In the past, by analyzing the Mach-o header and looking for dependencies, you could just use the modified Mach-O header to attack, change the corresponding path or insert the library into the appropriate location, and break the original program.

So now, outside of the background process, the mach-o file is doing a lot of work.

Symbol table lookup is a time-consuming operation that takes up a large portion of the buffer. Because in a given library, unless you make a software update or change the library on disk, the symbol will always be at the same offset in the library.

Dyld 3 eliminates the need to analyze Mach-o headers or look up symbol tables, which can be time-consuming operations, thus increasing speed.

dyld 3Easier to test

Previously, the low-level functionality that relied on dynamic linkers and plugged their libraries into the process could not be used to test existing DyLD code, making it difficult to test dyLD’s security and performance levels.

dyld 3It is also a startup cloaking cache service

The MAC system adds program terminations directly to the shared cache, so that startup terminations are mapped to the cache, and all DyLib launches using this cache, making it even faster. It also increases the startup speed of the program.

For third party programs, when used or updated, the corresponding end-of-process is generated.

  • dyld 3Fully compatible withdyld 2

dyld 3The resolution of the sign

Dyld must load all symbols, which takes a lot of resources, so you should use the cache. Running the existing program directly, which takes a lot of resources, will take a long time.

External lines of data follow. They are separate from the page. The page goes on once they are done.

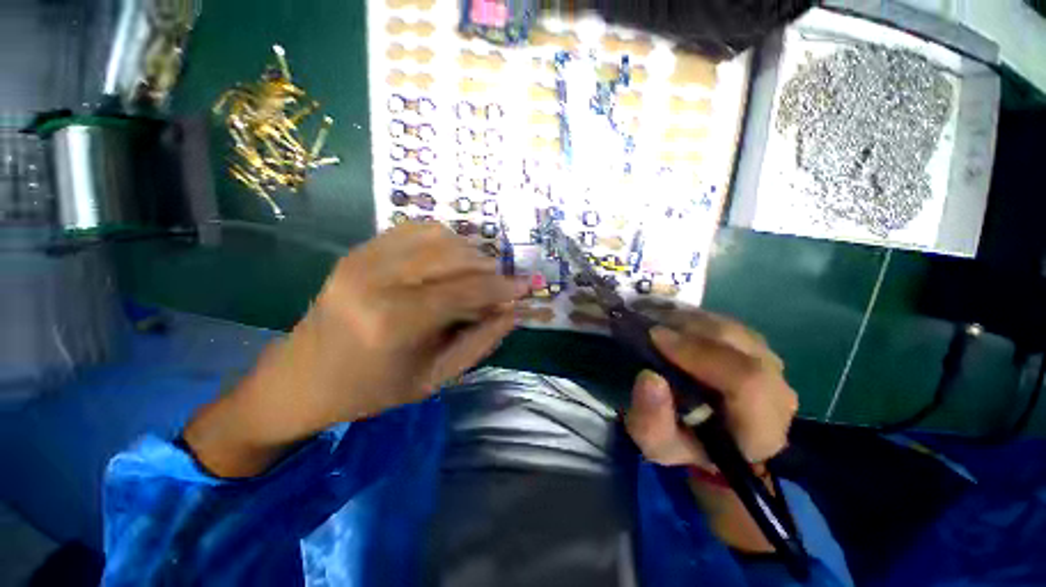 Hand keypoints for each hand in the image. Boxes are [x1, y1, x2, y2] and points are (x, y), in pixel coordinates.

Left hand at [184, 223, 527, 476]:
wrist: (302, 378)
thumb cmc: (372, 389)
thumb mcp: (434, 378)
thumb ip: (479, 342)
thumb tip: (512, 312)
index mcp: (394, 322)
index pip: (466, 291)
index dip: (502, 288)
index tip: (526, 287)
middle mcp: (377, 280)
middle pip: (454, 256)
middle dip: (489, 268)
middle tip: (504, 283)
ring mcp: (363, 259)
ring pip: (437, 236)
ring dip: (469, 251)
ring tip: (480, 272)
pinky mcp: (358, 251)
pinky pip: (413, 230)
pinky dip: (443, 239)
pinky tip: (451, 258)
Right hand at [623, 308, 797, 551]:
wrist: (711, 439)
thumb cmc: (686, 445)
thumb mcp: (657, 444)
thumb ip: (652, 420)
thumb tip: (650, 378)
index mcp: (761, 428)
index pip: (746, 380)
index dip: (699, 353)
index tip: (655, 337)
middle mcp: (777, 391)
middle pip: (738, 343)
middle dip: (687, 329)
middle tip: (649, 327)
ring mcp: (770, 363)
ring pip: (730, 327)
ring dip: (688, 321)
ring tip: (657, 324)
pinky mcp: (757, 347)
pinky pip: (725, 321)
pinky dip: (694, 318)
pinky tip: (671, 323)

To solve this problem, The Apple system uses a mechanism —- lazy load symbol resolution.

  • Lazy load symbol resolution: By default, function Pointers in the library, such asprintfIt’s not pointing toprintfBy default, it is pointed todyldThat returns a pointer toprintf, so when started, the callprintfWill enterdyldTo return toprintfMake the first call, and then call it directly the second timeprintf.

Dyld 2 lazy load

  • Symbol query is too tedious;
  • Each symbol is looked up the first time it is called;
  • Missing symbols cause a crash the first time they are called;

Dyld 3 lazy load

  • All symbol lookup is cached, and because all symbols have been cached and calculated, there is no overhead to bind them when the program starts, so it is very fast;
  • You can check if all symbols are present, parse all symbols up front, and crash if missing, rather than crash while using the program;

dyld 3Operation process of

  • Parse all paths, environments;
  • Engineering firstmach-OBinary data;
  • Then execute the symbol table query, copy the required content to the corresponding address pointer;
  • Use these results to create the end-of-life processing and write the end-of-life processing to disk;
  • Check whether the start end handling is correct;
  • And then it maps todylibAmong the
  • Jump to main

Recommendation: Explore the loading process of —–dyld program based on the underlying iOS.